El quedó un momento tenso y replicó:

—¿Quién te ha contado...?

—¿Tendré que descubrir a mi confidente? —replicó ella, rabiosa—.¿No basta con que sea verdad?

—Bien, pues no lo niego. Creí que Ana andaría fuera de Helena, pero estaba allí. No bailé con ella más que un par de veces por no desairarla en público y para dejar aclaradas ciertas cosas añejas.

—No sigas. Irás a contarme que habéis sido novios, que no os conveníais, que regañasteis y que ya no te interesa lo más mínimo.

—Algo parecido, Margaret. Te juro que así fue.

—¡Y yo me lo voy a creer!

—No sé qué motivos tienes para dudarlo.

—Eso es cuenta mía. Si necesitas para tus viajes quien te haga gratas las horas, harás muy bien en no romper con ella, pero como yo no he quedado para complementar el entretenimiento, será mejor que no vuelvas por aquí.

Y violenta, echando fuego por los ojos, le dejó abandonado sin querer escuchar sus explicaciones.

Ahora recordaba el tesón de él para borrar aquel incidente y los esfuerzos que hizo para conseguirlo. Ella fingió resistirse, pero como también lo ansiaba, accedió.

Ike pareció rehusar toda necesidad de ir a Helena y cuando no tenía otro remedio, realizaba los viajes fugazmente, para no dar a Margaret motivos de nuevos celos, hasta que en cierta ocasión, un negocio importante le retuvo en la capital cuatro días.
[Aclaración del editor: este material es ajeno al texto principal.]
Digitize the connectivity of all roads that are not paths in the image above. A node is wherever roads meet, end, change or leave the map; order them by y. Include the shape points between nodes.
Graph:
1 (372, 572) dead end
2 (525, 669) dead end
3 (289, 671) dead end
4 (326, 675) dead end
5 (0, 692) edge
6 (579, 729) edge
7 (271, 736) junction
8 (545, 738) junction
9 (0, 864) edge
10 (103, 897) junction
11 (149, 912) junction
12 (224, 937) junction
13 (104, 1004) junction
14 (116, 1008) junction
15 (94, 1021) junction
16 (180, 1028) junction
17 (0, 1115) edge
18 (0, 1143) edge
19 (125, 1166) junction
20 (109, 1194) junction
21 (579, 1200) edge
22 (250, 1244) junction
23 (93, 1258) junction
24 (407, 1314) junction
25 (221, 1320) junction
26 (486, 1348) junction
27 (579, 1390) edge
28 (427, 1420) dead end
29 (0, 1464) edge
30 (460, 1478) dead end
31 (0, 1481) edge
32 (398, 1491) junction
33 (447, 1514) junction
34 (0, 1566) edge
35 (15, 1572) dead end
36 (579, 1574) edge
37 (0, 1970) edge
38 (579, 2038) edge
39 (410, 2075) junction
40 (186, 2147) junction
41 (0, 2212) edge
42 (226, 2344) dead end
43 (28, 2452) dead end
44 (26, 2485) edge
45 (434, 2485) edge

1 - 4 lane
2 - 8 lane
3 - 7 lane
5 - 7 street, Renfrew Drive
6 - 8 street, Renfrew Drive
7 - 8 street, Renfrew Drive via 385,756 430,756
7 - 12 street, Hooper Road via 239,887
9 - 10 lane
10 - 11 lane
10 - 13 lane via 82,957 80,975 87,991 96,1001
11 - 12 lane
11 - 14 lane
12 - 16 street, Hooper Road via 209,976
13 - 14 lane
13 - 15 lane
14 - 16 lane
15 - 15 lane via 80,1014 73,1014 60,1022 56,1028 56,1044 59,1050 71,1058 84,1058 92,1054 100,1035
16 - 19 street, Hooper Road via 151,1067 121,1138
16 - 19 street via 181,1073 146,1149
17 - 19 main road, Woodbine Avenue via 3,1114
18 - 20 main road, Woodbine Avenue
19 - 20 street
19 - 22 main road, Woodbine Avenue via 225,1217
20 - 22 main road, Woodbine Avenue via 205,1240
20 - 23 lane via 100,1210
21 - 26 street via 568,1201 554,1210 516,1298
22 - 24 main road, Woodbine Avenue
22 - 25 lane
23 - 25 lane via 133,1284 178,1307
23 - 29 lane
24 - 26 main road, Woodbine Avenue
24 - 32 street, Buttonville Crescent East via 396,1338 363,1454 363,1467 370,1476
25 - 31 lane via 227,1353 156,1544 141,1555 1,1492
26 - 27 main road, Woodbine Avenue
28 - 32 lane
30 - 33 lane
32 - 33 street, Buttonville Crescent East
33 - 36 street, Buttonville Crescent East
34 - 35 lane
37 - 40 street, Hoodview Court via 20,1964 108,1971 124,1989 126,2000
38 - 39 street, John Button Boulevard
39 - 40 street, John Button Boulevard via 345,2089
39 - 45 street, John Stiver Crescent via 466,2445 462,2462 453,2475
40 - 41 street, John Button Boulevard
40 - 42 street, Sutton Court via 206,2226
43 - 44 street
Volvió ansiosamente jurando que le había sido imposible regresar antes y afirmando que ella no tenía motivos para aquellos celos infundados.

Esta vez, ella pareció mostrarse más razonable y la cosa pareció zanjada sin más regaños.

Pero días más tarde, el correo trajo una carta de Helena dirigida a Margaret, pero suplicando que la hiciese llegar a manos de Ike, por tratarse de un asunto personal.

La intuición o el temor hicieron que ella sospechase que la misiva estuviese escrita por una mano femenina, y su temperamento exaltado la obligó a cometer una imperdonable indiscreción. La de abrir el sobre.

Fue para ella como un puñal clavado en su corazón. La carta estaba firmada por Ana Weber y decía:

 

«Queridísimo Ike:

»El otro día te fuiste sin querer decirme cuándo pensabas volver, y como he de salir de Helena con mi tía durante un par de semanas, te escribo estas líneas para advertírtelo.

»Como ignoro la dirección exacta de tu rancho, para que ésta llegue a tus manos, la dirijo a la hacienda de tu novia, confiando en que será, como dices, lo suficientemente educada para respetarla y entregártela intacta.

»Ya sabes que como te quiero tanto, me he resignado a que, por conveniencias del negocio, te cases con ella. Yo sólo te puedo ofrecer amor y no el dinero que necesitas para salvar tu situación.

»No quiero decir más porque me ahoga la pena. Dentro de tres semanas volveré y espero estrecharte en mis brazos con todo cariño.

»Ana»

 

Margaret, como si estuviese entre sus dedos un carbón encendido que la estuviese abrasando, dejó caer la fatal misiva, y sin poder contener el dolor que rebosaba su alma, se dirigió a su alcoba, se dejó caer en el lecho hipando con una angustia que parecía que iba a ahogarla.